Remember how it all comes out sideways and raging.
Stop, too, because it has to be this way.
Stop and honor the way it has to be.
Stop for this semi sliding off the road in front of you this morning.
Stop for the immigrant driver learning about ice.
Stop before you get to Rimrock.
Stop by Tom's cabin. Stop and rememberTom.
Remember what he gave you. What he gave those kids.
Stop and remember his dream. Remember the school with his name.
Remember you're helping him live what he didn't get to live.
Stop and remember that.
You know that Tom is a mountain.
Stop and remember his Jeep.
Stop before Waterfall and remember the times.
Remember the kids the two of you brought up this mountain.
Remember their ski clothes changed ski fashions forever.
You're still grateful for that.
You don't have to remember Tom's cancer.
The cancer is nothing. Nothing at all.
Stop and remember the snowmobile crashing.
Stop and remember the phone calls. The cries from your daughters.
Stop and remember the father holding his son. Your friend.
Remember the silvers your friends have taken from Rimrock Lake.
The number of smoked silvers you've eaten with your fingers.
Remember the son's blood on the father's hands.
Remember the flesh you've sucked from the bones of the fish.
Because you can, stop.
Remember the father's tears.
Stop here because you have all day.
Stop here because you're in no hurry,
because everybody else is going on.
Maybe they're in a hurry and maybe they're not.
You don't know.
Stop and let the skiers go past.
Stop for that song.
Stop and write in your notebook.
Stop here because you've never stopped here.
Stop here because maybe you've lost count.
You can't say it too often.
Stop because Division Ridge holds all the sun there is to hold.
Stop because you've been thinking about this for a long time.

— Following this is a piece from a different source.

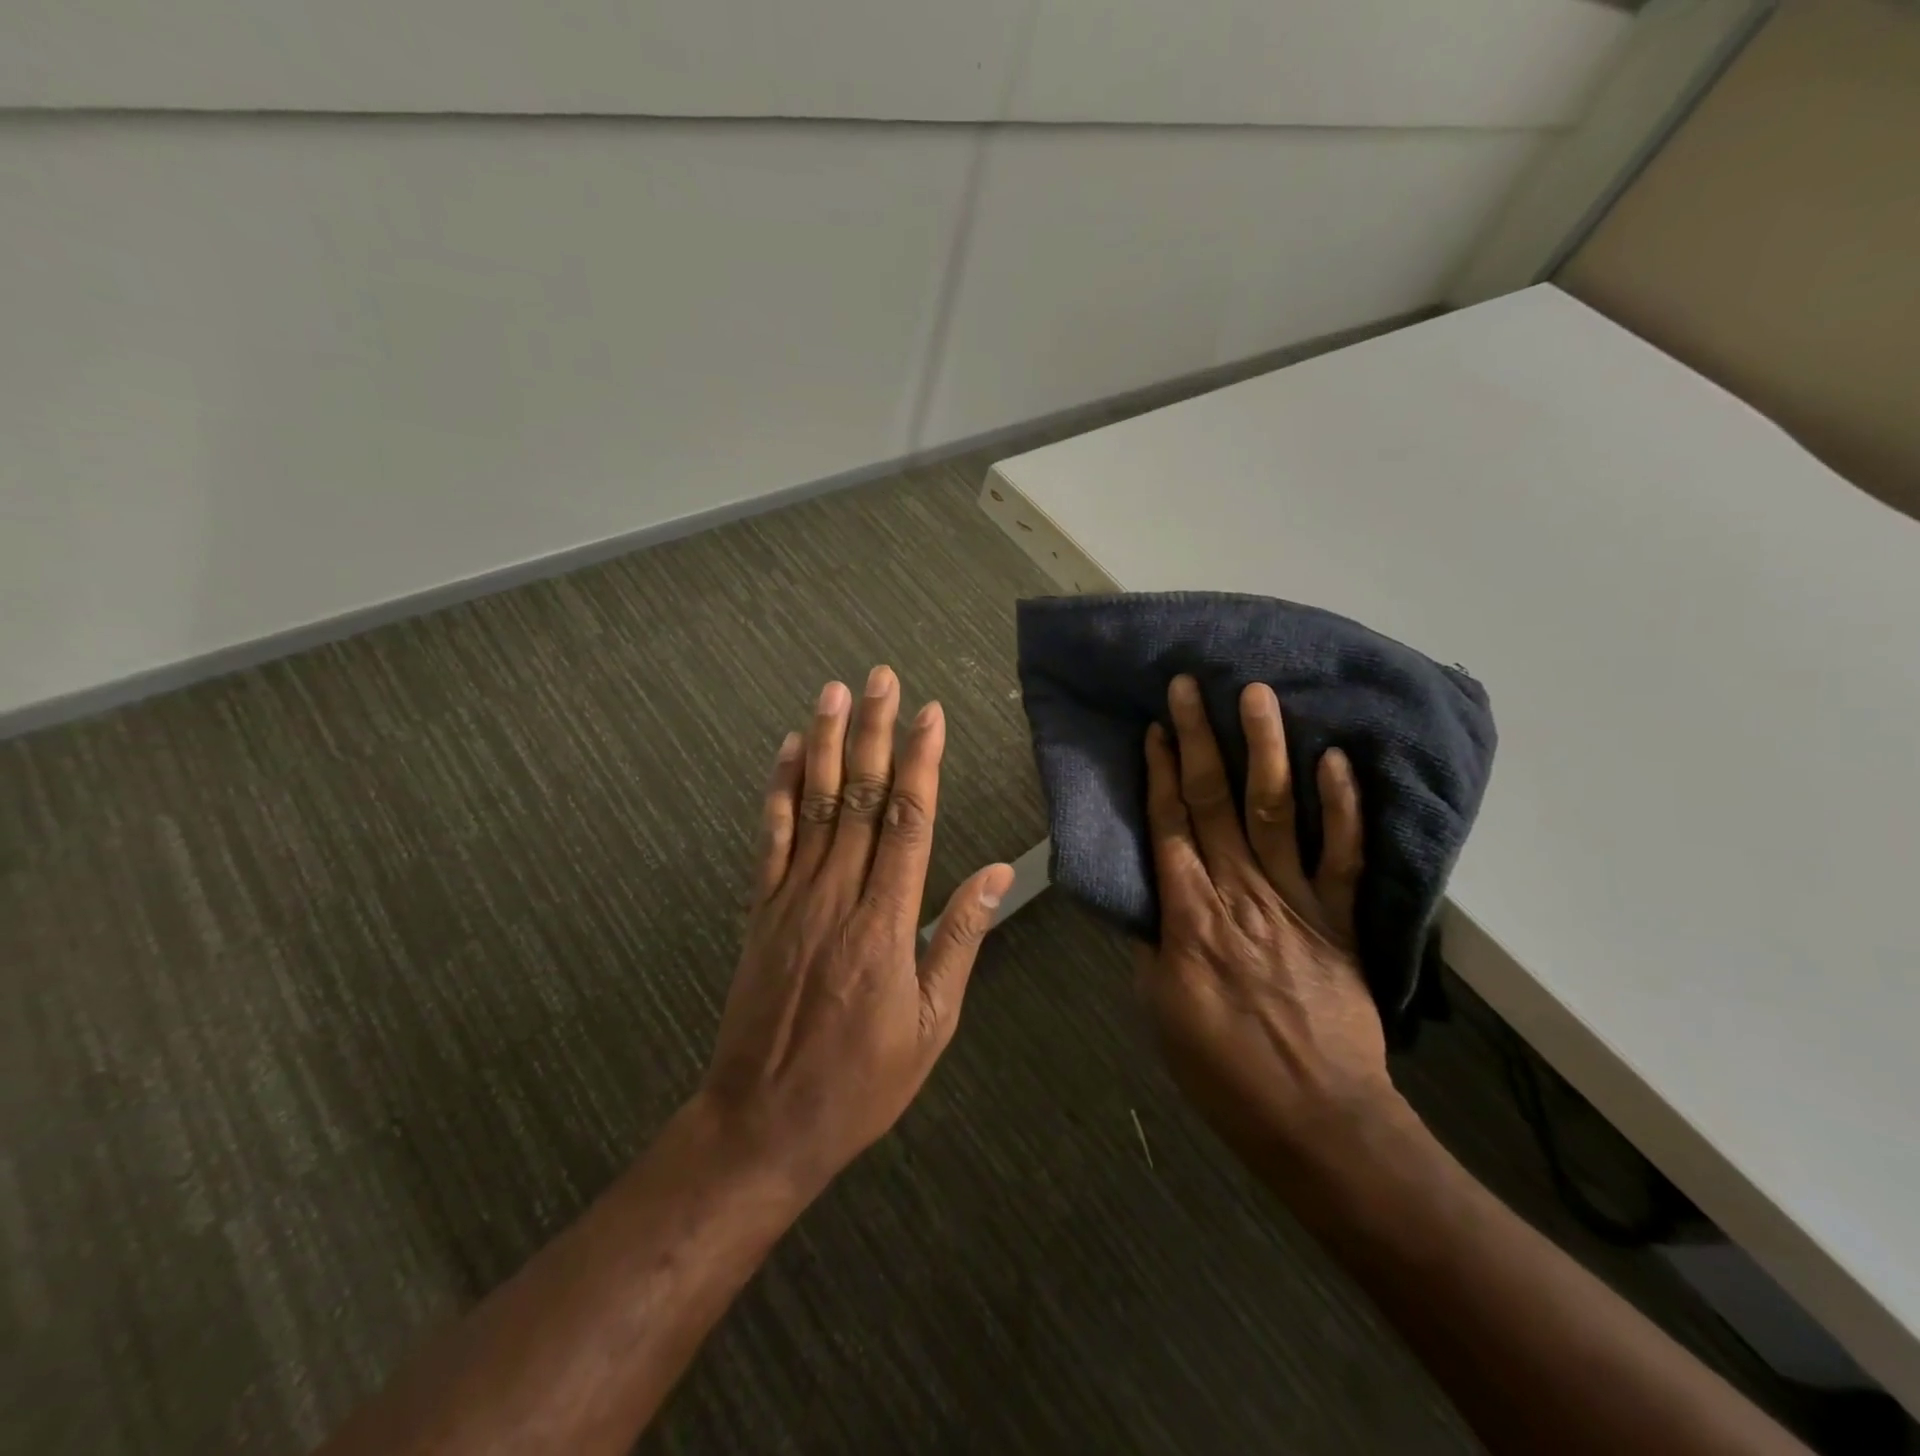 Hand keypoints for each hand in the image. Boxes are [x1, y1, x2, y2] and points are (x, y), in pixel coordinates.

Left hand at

Stop for fallen rocks on the highway.
Stop at Wild Rose, Hause Creek, Bethel Ridge, Soup Creek.
Even stopping is dangerous.
Nobody wants anybody to stop.
Wild Cat Creek by Rimrock Grocery.
Rimrock Grocery wants you to stop.
Stop before the tunnel where grandkids hold their breath.
Don't stop in the tunnel but honk.
Honking helps kids hear the echoes.
Stop for the rainbow. Stop for any promise.

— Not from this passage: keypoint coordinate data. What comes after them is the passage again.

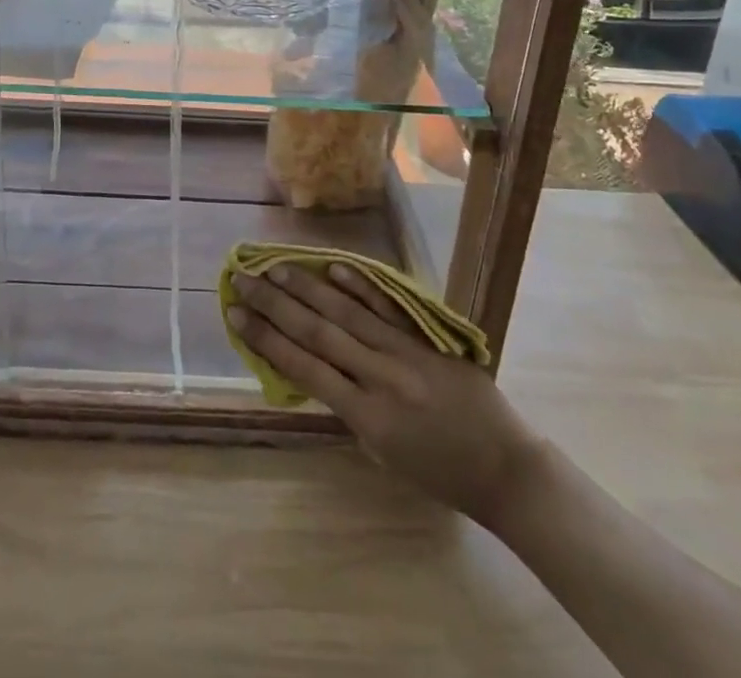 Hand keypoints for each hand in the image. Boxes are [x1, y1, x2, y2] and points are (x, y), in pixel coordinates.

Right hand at [229, 264, 541, 526]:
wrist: (506, 468)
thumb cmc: (441, 474)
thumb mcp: (384, 456)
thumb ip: (350, 410)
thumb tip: (317, 368)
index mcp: (366, 417)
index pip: (304, 368)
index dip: (266, 339)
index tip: (235, 314)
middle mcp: (380, 377)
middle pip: (317, 332)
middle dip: (275, 304)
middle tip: (242, 277)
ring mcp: (405, 352)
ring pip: (346, 312)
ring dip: (307, 287)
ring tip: (275, 266)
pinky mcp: (426, 337)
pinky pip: (387, 307)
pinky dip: (359, 285)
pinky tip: (333, 265) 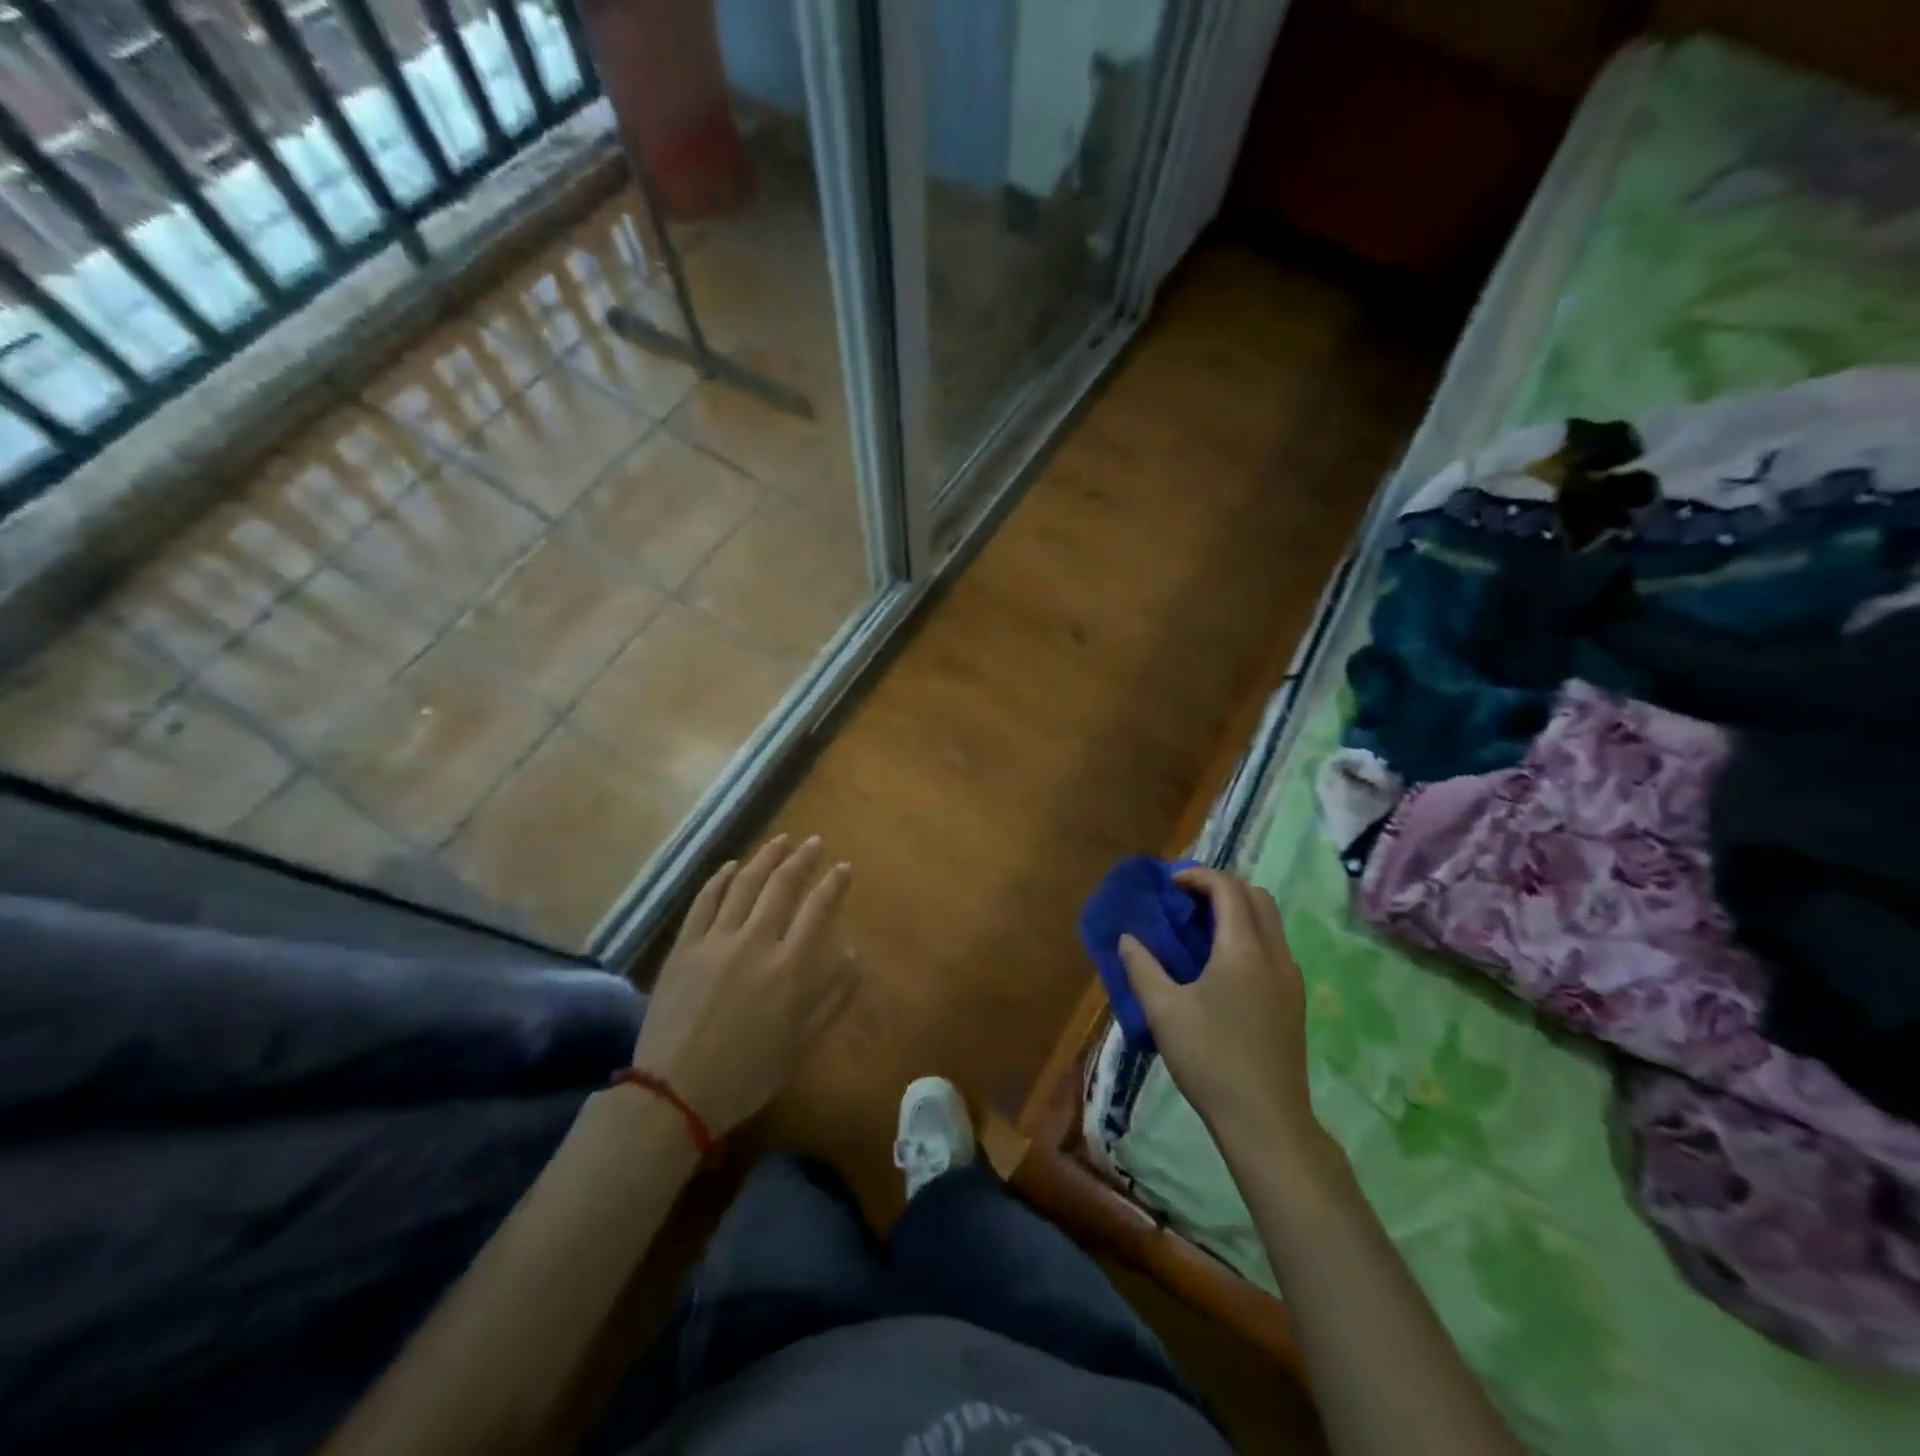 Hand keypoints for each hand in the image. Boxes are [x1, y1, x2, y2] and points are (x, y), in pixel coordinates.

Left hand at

Stop at Horse Shoe Cove, Indian Creek Corral, Clear Lake.
Stop at the school bus stop.
Stop to remember the time your son had to pee so bad
and you couldn't stop, it was too dangerous,
and you handed him the bottle and he peed in the bottle
spilling on his hands crying. Remember telling your grand kids.
Remember them giggling at their uncle.
Remember them asking you to tell it again.
Stop for the slow vehicle turnout.
This hill is your mountain. Stop wherever you want.
Remember eating oranges with your children in the car,
remember singing songs with them after skiing.
Remember how you never wanted it to end, this ride home.
Stop because you're on this mountain. You'll never get down.
Stop and laugh at those who say you must come down.
You can't stay on the mountain forever.
Forgive them as you laugh.
You're not from here, but this is your mountain,
North Dakota boy--old man--even those plains you come from
are mountains becoming you and you'll never get off.
Stop for those mountains. Stop for these. Stop for mountains
forever being mountains. Stop for the rivers running from them.
Stop for these mountains on this highway. Stop on Highway 12.
Stop and say thanks. This is the Highway 12 Stop Rule.